鶴書房盛光社のこのシリーズは、「日本のSF作家だけの最新作をあつめた」※シリーズで、何冊かはNHK往年の名ドラマ「少年ドラマシリーズ」の原作である。
本シリーズは初期には「ジュニアSFシリーズ」として10巻、後には「SFベストセラーズ」として20巻以上に拡張されたジュブナイル小説集だ。

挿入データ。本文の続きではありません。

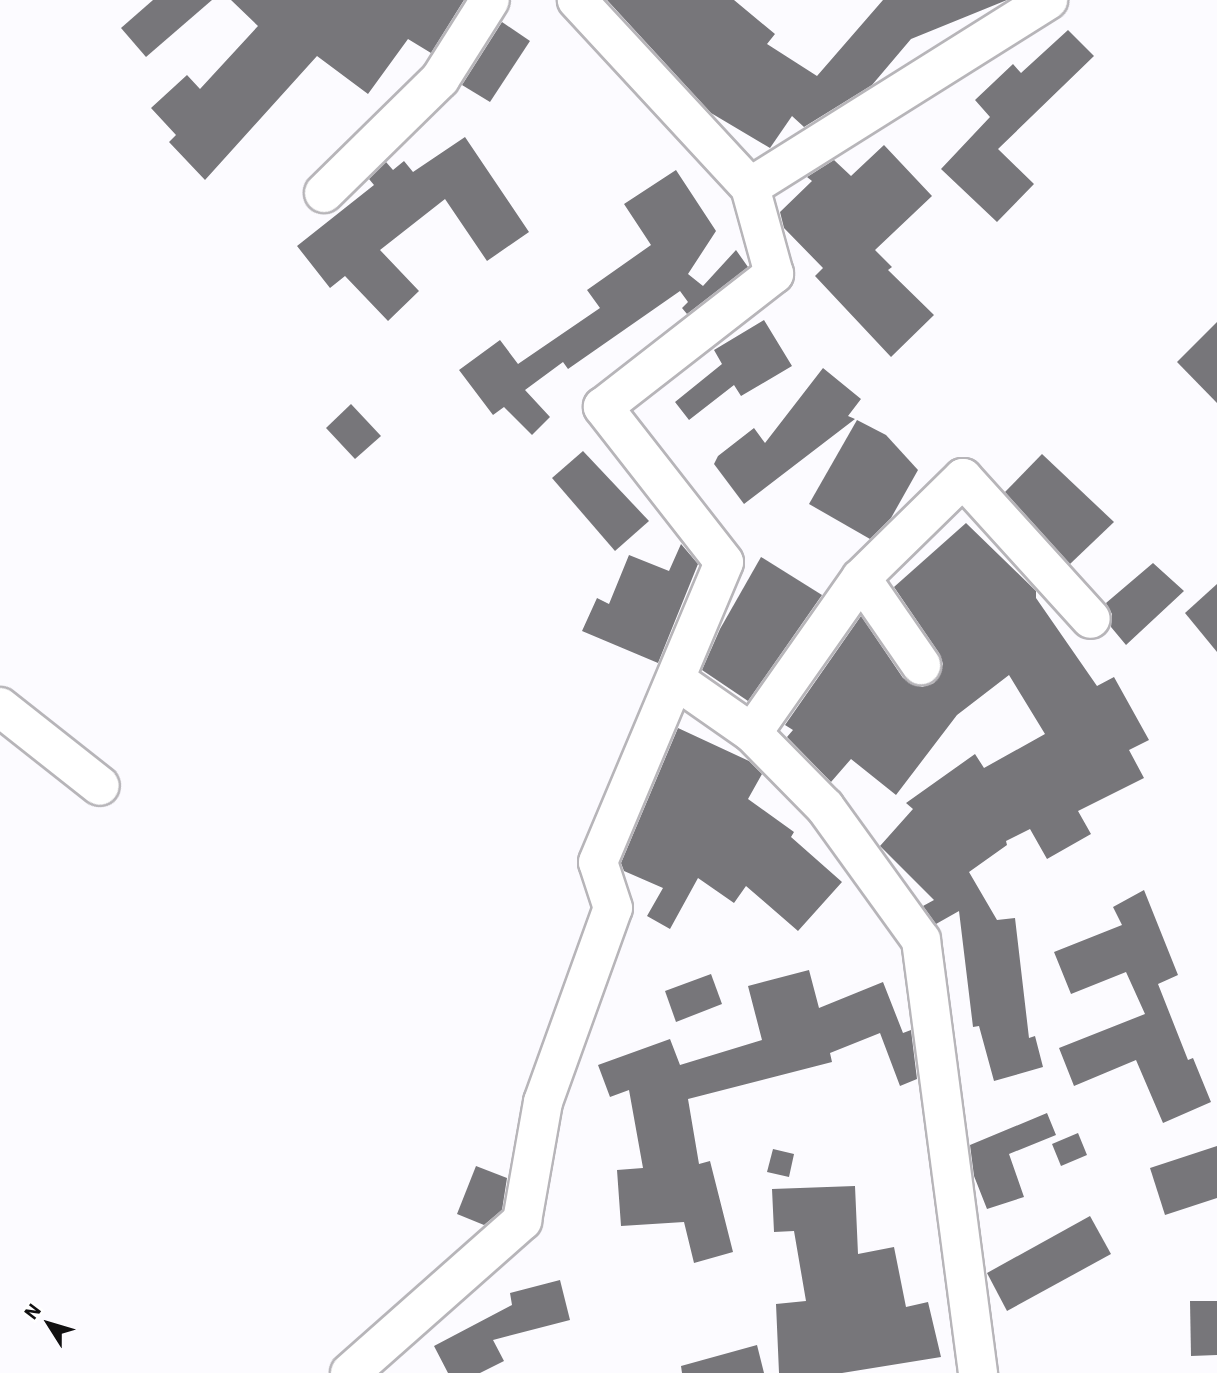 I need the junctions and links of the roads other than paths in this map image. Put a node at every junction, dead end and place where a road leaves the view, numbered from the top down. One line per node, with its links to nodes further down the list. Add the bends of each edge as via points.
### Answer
1 (490, 0): 5 (street, via 440,79)
2 (576, 0): 4 (street)
3 (1048, 0): 4 (street)
4 (750, 187): 9 (street, via 774,274 603,407 724,562)
5 (324, 193)
6 (861, 578): 7 (street, via 963,478); 8 (street); 11 (street)
7 (1091, 619)
8 (921, 665)
9 (677, 680): 11 (street); 13 (street, via 598,862 614,908 543,1102 522,1221)
10 (0, 707): 12 (street)
11 (752, 733): 14 (street, via 825,807 920,940)
12 (100, 786)
13 (349, 1373)
14 (978, 1373)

シリーズに収録された作者は光瀬龍、筒井康隆、眉村卓、豊田有恒、小松左京等々、当時の第一流作家が勢ぞろいした観がある。企画には、S.Fマガジン編集部長を務めた福島正美氏が係わっているようで、
このような豪華執筆陣も頷けるのである。また、各巻末には「SF入門」と題する、同氏による年少者向けのSF啓蒙を目的とした小文が収録されていて、楽しい。
シリーズ各作品とも、今読み返すと、全く肩が凝らず気楽に読み進めることができ、読後感の爽快な結末が多い。現代の少年・少女にもSFの楽しみを十分味わってもらえると思うが、多くが絶版となっているのは寂しいことだ。
ここでは、同シリーズから何点かを紹介させていただく。
なお、本シリーズの多くの表紙と小説概要が、
HP「早川のホームページ」上の、早川氏のコレクションにより紹介されている。
※シリーズ前書きによる。
夕映え作戦
なぞの転校生
人類のあけぼの号 内田 庶(うちだ ちかし) 初出1967 盛光堂ジュニアSF
ロボット3原則を厳守するはずのロボットが殺人!設計者の主人公は父殺しの犯人とされたまま冷凍睡眠に陥り、50年後の世界で目覚める。
トリックの面白さと、各所にちりばめられた少年少女への肯定的なメッセージにも共感する。
題名の「人類のあけぼの号」は、主人公が開発したお手伝いロボットの名称で、高性能ロボットと人類のワークシェアリングの問題も提起されているが、書中では肯定的に扱われている。
本書の道具立てである「お手伝いロボット、コールドスリープ、タイムマシンによる帰還」は、
すぐに1956年発表のハインライン「夏への扉」を思い起こす。それもそのはずで、著者は55年まで早川書房編集者、
しかもポケットミステリの企画者だ。著者は「夏への扉」の道具立てはそのままに、お手の物のミステリーの要素を加え、読後感の爽やかな作品に仕上げている。
この作品は著者のハインラインへのオマージュなのかも知れない。現代の少年少女にも読んで欲しい1作だ。